With PVE varying from 3.2 to 5.4%, four QTL related to NP were identified on chromosomes 3, 5, 7, and 9, respectively. In detail, qNP-7 was detected in two environments, which explained 7.1% and 3.7% of the phenotypic variance in LS15 and FY15, respectively. qNP-3, qNP-5, and qNP-9 were detected in only one environment. The positive alleles of qNP-3 and qNP-9 were from R8006 while qNP-5 and qNP-7 from Nei2B.
For GNP, 13 QTL were detected on chromosomes 1, 3, 4, 5, 6, 7, 8, and 12 with the phenotypic variance explained by QTL ranged from 3.2 to 10.2%. The total of PVE (%) of These 13 QTL for GNP ranged from 8.6 to 24.0%. qGNP-6c was repletely detected in FY16 and LS16 environments and explained 4.8% and 2.7% of phenotypic variance, respectively.
In addition, a total of 18 QTL associated with TGW were distributed on chromosomes 1, 2, 3, 5, 6, 7, 8, 10, and 12, totally explaining 13.9 to 37.4% of the phenotypic variation. The phenotypic variance explained by each QTL ranged from 2.4 to 6.1%, indicating multiple minor-effect genes for TGW in Nei2You No.6. All of these 13 QTL associated with TGW inherited from the big grain parent Nei2B. Among these, six loci were detected in multiple environments, such as qTGW-1a, qTGW-5, qTGW-7, qTGW-10b, qTGW-10c, and qTGW-12.
For QTL validation, sister lines were selected for phenotyping in Fuyang, 2018 (Fig. 7). For NP, lines Q277 and Q278 shared the same genetic background harboring on QTL other than qNP-7 detected were selected. The phenotypic data showed a significant difference between Q277 and Q278 in NP, which led to a significant improvement in GYP (Fig. 7a, b). Similarly, lines Q239 and Q240 differed in qNP-7 also showed a significant difference in NP.
For qTGW-1a, lines Q124 and Q125 shared the same genetic background besides the target region. The phenotypic data showed that there was a significant difference between Q124 and Q125 in TGW (Fig. 7c). For qTGW-7, it showed a similar result as qTGW-1a (Q378 vs Q379, Fig. 7d).

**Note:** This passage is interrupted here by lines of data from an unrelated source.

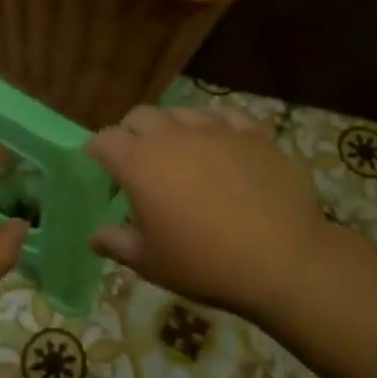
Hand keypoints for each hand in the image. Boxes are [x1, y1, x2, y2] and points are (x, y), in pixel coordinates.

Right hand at [87, 105, 321, 320]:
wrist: (281, 260)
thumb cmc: (205, 264)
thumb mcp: (151, 263)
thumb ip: (117, 243)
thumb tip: (95, 236)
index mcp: (140, 162)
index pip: (105, 140)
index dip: (97, 151)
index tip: (100, 167)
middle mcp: (172, 135)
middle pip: (140, 116)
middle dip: (131, 132)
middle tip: (137, 160)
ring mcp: (214, 129)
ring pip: (181, 113)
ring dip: (172, 128)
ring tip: (180, 154)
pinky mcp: (251, 133)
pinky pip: (225, 117)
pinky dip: (215, 126)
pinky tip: (220, 145)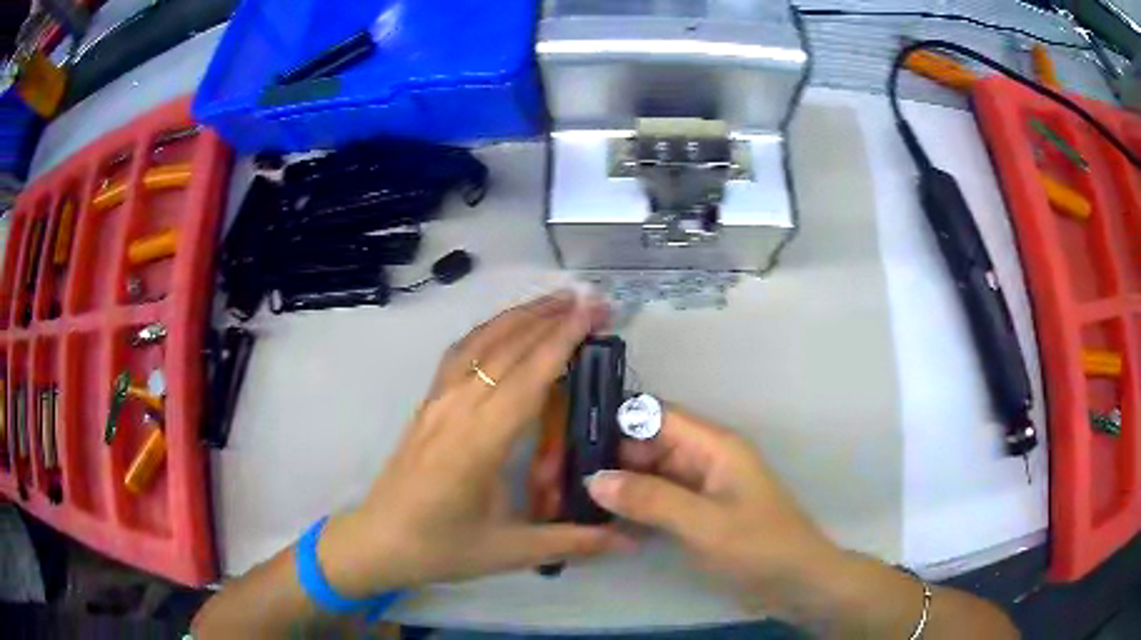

For qTGW-10b and qTGW-10c, lines Q317 and Q318 showed significant difference in TGW (Fig. 7e). The qTGW-12 was validated using lines Q70 and Q71 for TGW (Fig. 7f). The phenotypic date showed that there was a significant difference between Q70 and Q71 in TGW. Similarly, lines Q146-Q147 and Q380-Q381 also contained qTGW-12 and had a significant difference in TGW.